→ **Exercise goal**
Skip the images and return the records below exactly.

Saved data entries:
·····
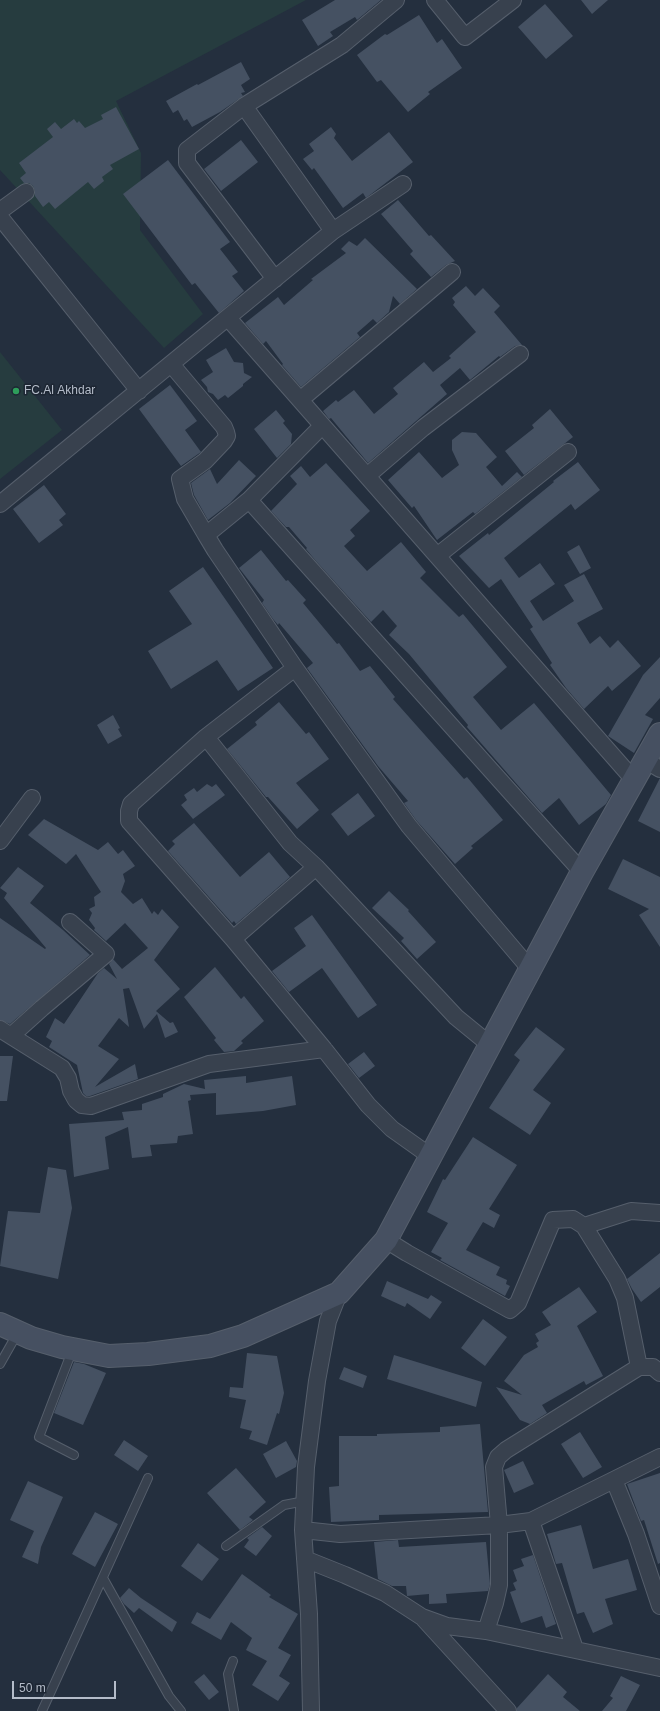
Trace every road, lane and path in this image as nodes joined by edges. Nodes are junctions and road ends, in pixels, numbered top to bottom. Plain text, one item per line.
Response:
1 (396, 0) edge
2 (435, 0) edge
3 (513, 0) edge
4 (244, 106) junction
5 (403, 184) dead end
6 (26, 192) dead end
7 (0, 211) edge
8 (0, 217) edge
9 (333, 231) junction
10 (452, 272) dead end
11 (275, 279) junction
12 (228, 318) junction
13 (520, 354) dead end
14 (171, 364) junction
15 (139, 391) junction
16 (300, 400) junction
17 (322, 426) junction
18 (568, 452) dead end
19 (367, 476) junction
20 (248, 500) junction
21 (0, 504) edge
22 (206, 535) junction
23 (436, 556) junction
24 (295, 668) junction
25 (660, 734) edge
26 (206, 737) junction
27 (653, 764) edge
28 (634, 780) junction
29 (32, 798) dead end
30 (0, 841) edge
31 (316, 866) junction
32 (582, 872) junction
33 (70, 922) dead end
34 (233, 939) junction
35 (531, 970) junction
36 (6, 1032) edge
37 (490, 1044) junction
38 (324, 1049) junction
39 (430, 1156) junction
40 (660, 1213) edge
41 (584, 1226) junction
42 (386, 1240) junction
43 (339, 1294) junction
44 (9, 1328) edge
45 (73, 1349) junction
46 (0, 1364) edge
47 (639, 1367) junction
48 (660, 1373) edge
49 (74, 1455) dead end
50 (660, 1457) edge
51 (148, 1478) dead end
52 (614, 1480) junction
53 (305, 1501) junction
54 (531, 1521) junction
55 (499, 1525) junction
56 (303, 1530) junction
57 (226, 1546) dead end
58 (304, 1560) junction
59 (103, 1578) junction
60 (660, 1606) edge
61 (422, 1617) junction
62 (486, 1631) junction
63 (575, 1650) junction
64 (233, 1661) dead end
65 (660, 1668) edge
66 (42, 1711) edge
67 (181, 1711) edge
68 (234, 1711) edge
69 (311, 1711) edge
70 (508, 1711) edge

1 - 4 street
2 - 3 street
4 - 9 street
4 - 11 street
5 - 9 street
6 - 7 street
8 - 15 street
9 - 11 street
10 - 16 street
11 - 12 street
12 - 14 street
12 - 16 street
13 - 19 street
14 - 15 street
14 - 22 street
15 - 21 street
16 - 17 street
17 - 19 street
17 - 20 street
18 - 23 street
19 - 23 street
20 - 22 street
20 - 32 street
22 - 24 street
23 - 28 street
24 - 26 street
24 - 35 street
25 - 27 street
26 - 31 street
26 - 34 street
27 - 28 street
28 - 32 street
29 - 30 street
31 - 34 street
31 - 37 street
32 - 35 street
33 - 36 street
34 - 38 street
35 - 37 street
36 - 38 street
37 - 39 street
38 - 39 street
39 - 42 street
40 - 41 street
41 - 42 street
41 - 47 street
42 - 43 street
43 - 45 street
43 - 53 street
44 - 45 street
44 - 46 lane
45 - 49 lane
47 - 48 street
47 - 55 street
50 - 52 street
51 - 59 lane
52 - 54 street
52 - 60 street
53 - 56 street
53 - 57 lane
54 - 55 street
54 - 63 street
55 - 56 street
55 - 62 street
56 - 58 street
58 - 61 street
58 - 69 street
59 - 66 lane
59 - 67 lane
61 - 62 street
61 - 70 street
62 - 63 street
63 - 65 street
64 - 68 lane

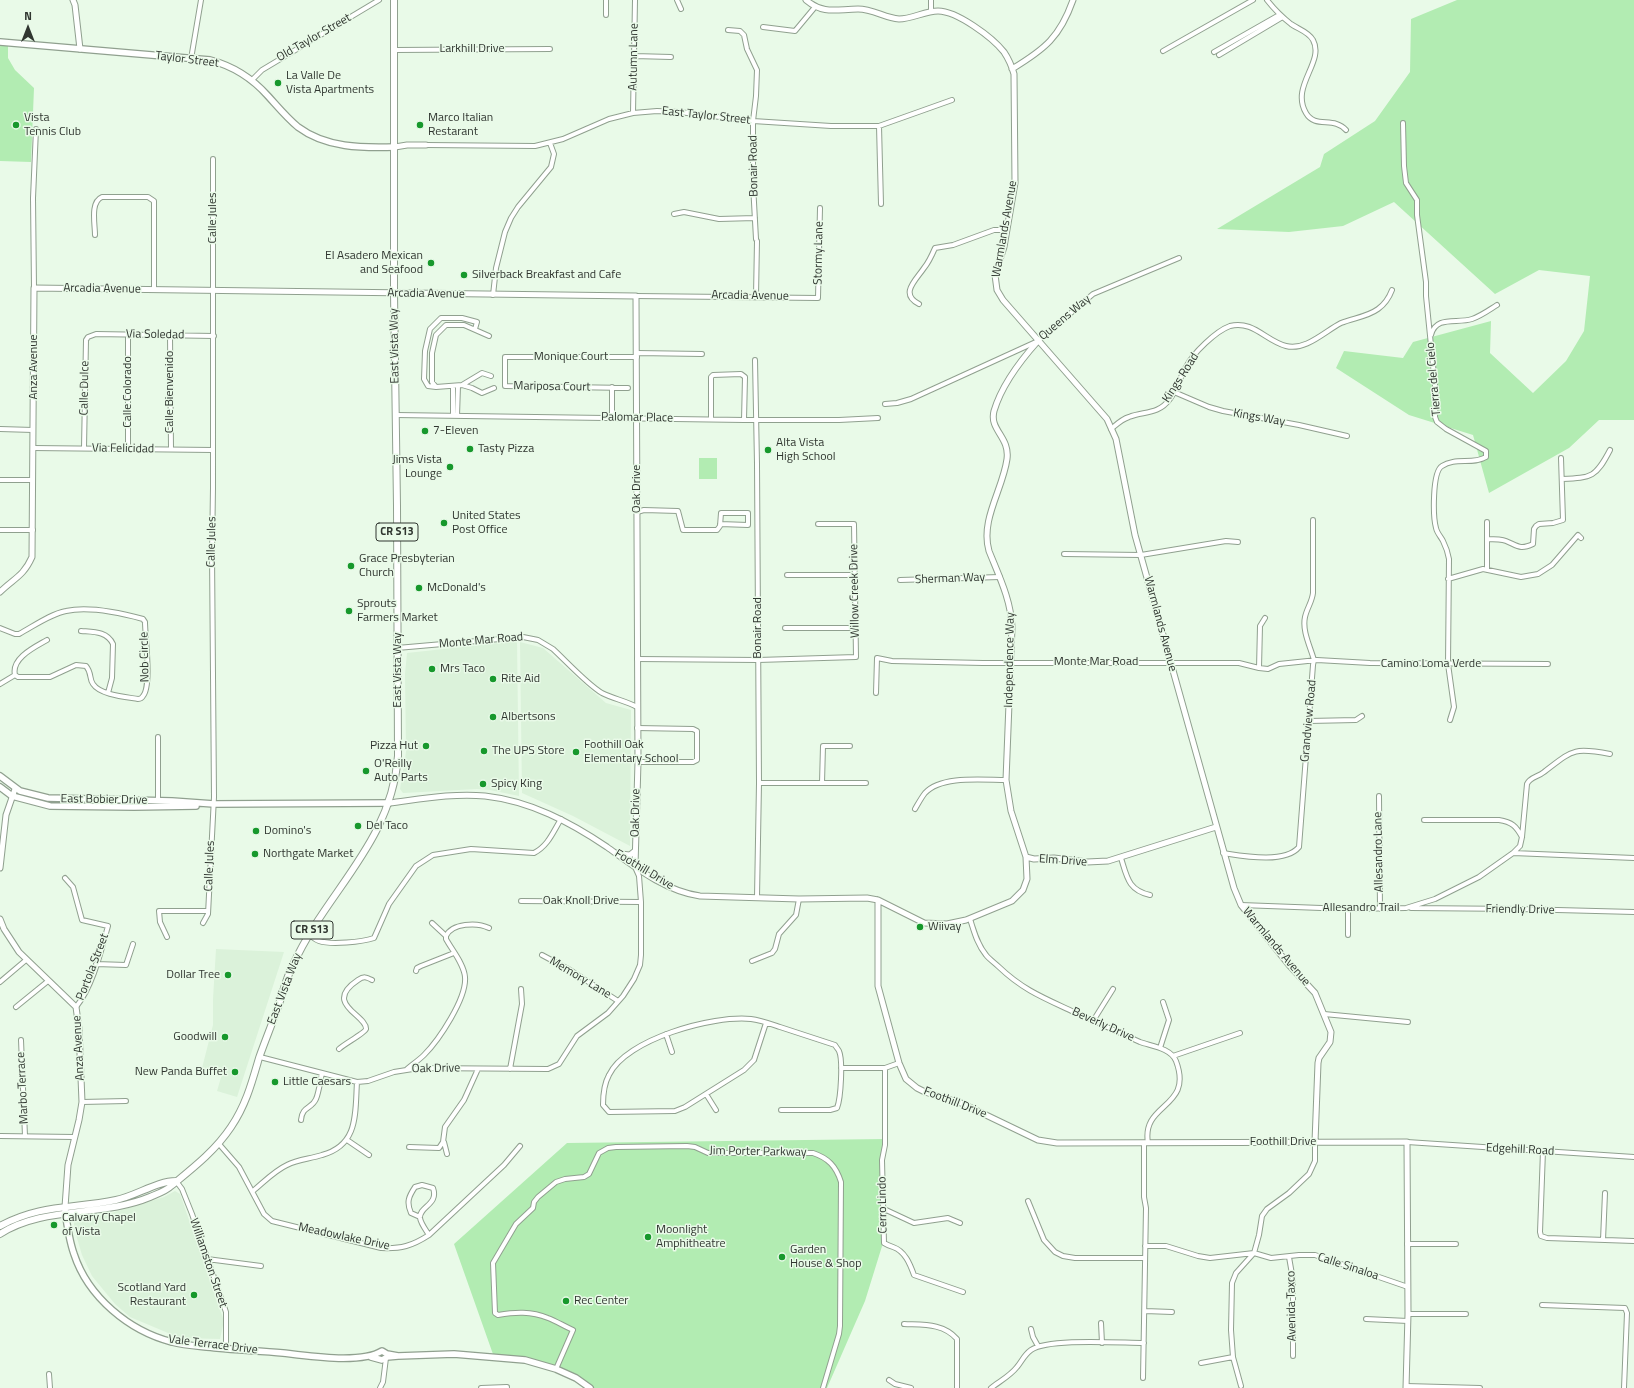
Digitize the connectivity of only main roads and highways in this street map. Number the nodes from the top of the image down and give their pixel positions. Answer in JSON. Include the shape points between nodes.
{"nodes":[{"id":1,"x":394,"y":0,"type":"edge"},
{"id":2,"x":0,"y":42,"type":"edge"},
{"id":3,"x":395,"y":147,"type":"junction"},
{"id":4,"x":0,"y":776,"type":"edge"},
{"id":5,"x":0,"y":787,"type":"edge"},
{"id":6,"x":389,"y":803,"type":"junction"},
{"id":7,"x":214,"y":804,"type":"junction"},
{"id":8,"x":176,"y":1181,"type":"junction"},
{"id":9,"x":65,"y":1206,"type":"junction"},
{"id":10,"x":66,"y":1214,"type":"junction"},
{"id":11,"x":0,"y":1226,"type":"edge"},
{"id":12,"x":0,"y":1234,"type":"edge"},
{"id":13,"x":590,"y":1388,"type":"edge"}],
"edges":[{"from":1,"to":3,"type":"main road","name":"East Vista Way","number":"CR S13"},
{"from":2,"to":3,"type":"main road","name":"Taylor Street","via":[[210,60],[242,73],[252,80],[299,128],[323,140],[348,146]]},
{"from":3,"to":6,"type":"main road","name":"East Vista Way","number":"CR S13","via":[[398,756]]},
{"from":4,"to":7,"type":"main road","name":"East Bobier Drive","via":[[15,789],[48,798]]},
{"from":5,"to":7,"type":"main road","name":"East Bobier Drive","via":[[12,796],[50,806],[181,807]]},
{"from":6,"to":7,"type":"main road","name":"East Bobier Drive"},
{"from":6,"to":8,"type":"main road","name":"East Vista Way","number":"CR S13","via":[[368,848],[309,934],[292,966],[248,1095],[232,1126],[203,1160]]},
{"from":8,"to":9,"type":"main road","name":"East Vista Way","number":"CR S13","via":[[166,1181],[144,1192],[116,1200]]},
{"from":8,"to":10,"type":"main road","name":"East Vista Way","number":"CR S13","via":[[171,1187],[125,1206]]},
{"from":9,"to":10,"type":"main road","name":"Vale Terrace Drive"},
{"from":9,"to":11,"type":"main road","name":"East Vista Way","via":[[19,1217]]},
{"from":10,"to":12,"type":"main road","name":"East Vista Way","number":"CR S13","via":[[28,1221]]},
{"from":10,"to":13,"type":"main road","name":"Vale Terrace Drive","via":[[68,1235],[74,1255],[92,1288],[115,1313],[140,1330],[161,1339],[190,1345],[330,1358],[454,1354],[525,1360],[556,1369]]}]}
·····
→ **Worked solution**
Trace every road, lane and path in this image as nodes joined by edges. Nodes are junctions and road ends, in pixels, numbered top to bottom. Plain text, one item per line.
Response:
1 (396, 0) edge
2 (435, 0) edge
3 (513, 0) edge
4 (244, 106) junction
5 (403, 184) dead end
6 (26, 192) dead end
7 (0, 211) edge
8 (0, 217) edge
9 (333, 231) junction
10 (452, 272) dead end
11 (275, 279) junction
12 (228, 318) junction
13 (520, 354) dead end
14 (171, 364) junction
15 (139, 391) junction
16 (300, 400) junction
17 (322, 426) junction
18 (568, 452) dead end
19 (367, 476) junction
20 (248, 500) junction
21 (0, 504) edge
22 (206, 535) junction
23 (436, 556) junction
24 (295, 668) junction
25 (660, 734) edge
26 (206, 737) junction
27 (653, 764) edge
28 (634, 780) junction
29 (32, 798) dead end
30 (0, 841) edge
31 (316, 866) junction
32 (582, 872) junction
33 (70, 922) dead end
34 (233, 939) junction
35 (531, 970) junction
36 (6, 1032) edge
37 (490, 1044) junction
38 (324, 1049) junction
39 (430, 1156) junction
40 (660, 1213) edge
41 (584, 1226) junction
42 (386, 1240) junction
43 (339, 1294) junction
44 (9, 1328) edge
45 (73, 1349) junction
46 (0, 1364) edge
47 (639, 1367) junction
48 (660, 1373) edge
49 (74, 1455) dead end
50 (660, 1457) edge
51 (148, 1478) dead end
52 (614, 1480) junction
53 (305, 1501) junction
54 (531, 1521) junction
55 (499, 1525) junction
56 (303, 1530) junction
57 (226, 1546) dead end
58 (304, 1560) junction
59 (103, 1578) junction
60 (660, 1606) edge
61 (422, 1617) junction
62 (486, 1631) junction
63 (575, 1650) junction
64 (233, 1661) dead end
65 (660, 1668) edge
66 (42, 1711) edge
67 (181, 1711) edge
68 (234, 1711) edge
69 (311, 1711) edge
70 (508, 1711) edge

1 - 4 street
2 - 3 street
4 - 9 street
4 - 11 street
5 - 9 street
6 - 7 street
8 - 15 street
9 - 11 street
10 - 16 street
11 - 12 street
12 - 14 street
12 - 16 street
13 - 19 street
14 - 15 street
14 - 22 street
15 - 21 street
16 - 17 street
17 - 19 street
17 - 20 street
18 - 23 street
19 - 23 street
20 - 22 street
20 - 32 street
22 - 24 street
23 - 28 street
24 - 26 street
24 - 35 street
25 - 27 street
26 - 31 street
26 - 34 street
27 - 28 street
28 - 32 street
29 - 30 street
31 - 34 street
31 - 37 street
32 - 35 street
33 - 36 street
34 - 38 street
35 - 37 street
36 - 38 street
37 - 39 street
38 - 39 street
39 - 42 street
40 - 41 street
41 - 42 street
41 - 47 street
42 - 43 street
43 - 45 street
43 - 53 street
44 - 45 street
44 - 46 lane
45 - 49 lane
47 - 48 street
47 - 55 street
50 - 52 street
51 - 59 lane
52 - 54 street
52 - 60 street
53 - 56 street
53 - 57 lane
54 - 55 street
54 - 63 street
55 - 56 street
55 - 62 street
56 - 58 street
58 - 61 street
58 - 69 street
59 - 66 lane
59 - 67 lane
61 - 62 street
61 - 70 street
62 - 63 street
63 - 65 street
64 - 68 lane

Digitize the connectivity of only main roads and highways in this street map. Number the nodes from the top of the image down and give their pixel positions. Answer in JSON. Include the shape points between nodes.
{"nodes":[{"id":1,"x":394,"y":0,"type":"edge"},
{"id":2,"x":0,"y":42,"type":"edge"},
{"id":3,"x":395,"y":147,"type":"junction"},
{"id":4,"x":0,"y":776,"type":"edge"},
{"id":5,"x":0,"y":787,"type":"edge"},
{"id":6,"x":389,"y":803,"type":"junction"},
{"id":7,"x":214,"y":804,"type":"junction"},
{"id":8,"x":176,"y":1181,"type":"junction"},
{"id":9,"x":65,"y":1206,"type":"junction"},
{"id":10,"x":66,"y":1214,"type":"junction"},
{"id":11,"x":0,"y":1226,"type":"edge"},
{"id":12,"x":0,"y":1234,"type":"edge"},
{"id":13,"x":590,"y":1388,"type":"edge"}],
"edges":[{"from":1,"to":3,"type":"main road","name":"East Vista Way","number":"CR S13"},
{"from":2,"to":3,"type":"main road","name":"Taylor Street","via":[[210,60],[242,73],[252,80],[299,128],[323,140],[348,146]]},
{"from":3,"to":6,"type":"main road","name":"East Vista Way","number":"CR S13","via":[[398,756]]},
{"from":4,"to":7,"type":"main road","name":"East Bobier Drive","via":[[15,789],[48,798]]},
{"from":5,"to":7,"type":"main road","name":"East Bobier Drive","via":[[12,796],[50,806],[181,807]]},
{"from":6,"to":7,"type":"main road","name":"East Bobier Drive"},
{"from":6,"to":8,"type":"main road","name":"East Vista Way","number":"CR S13","via":[[368,848],[309,934],[292,966],[248,1095],[232,1126],[203,1160]]},
{"from":8,"to":9,"type":"main road","name":"East Vista Way","number":"CR S13","via":[[166,1181],[144,1192],[116,1200]]},
{"from":8,"to":10,"type":"main road","name":"East Vista Way","number":"CR S13","via":[[171,1187],[125,1206]]},
{"from":9,"to":10,"type":"main road","name":"Vale Terrace Drive"},
{"from":9,"to":11,"type":"main road","name":"East Vista Way","via":[[19,1217]]},
{"from":10,"to":12,"type":"main road","name":"East Vista Way","number":"CR S13","via":[[28,1221]]},
{"from":10,"to":13,"type":"main road","name":"Vale Terrace Drive","via":[[68,1235],[74,1255],[92,1288],[115,1313],[140,1330],[161,1339],[190,1345],[330,1358],[454,1354],[525,1360],[556,1369]]}]}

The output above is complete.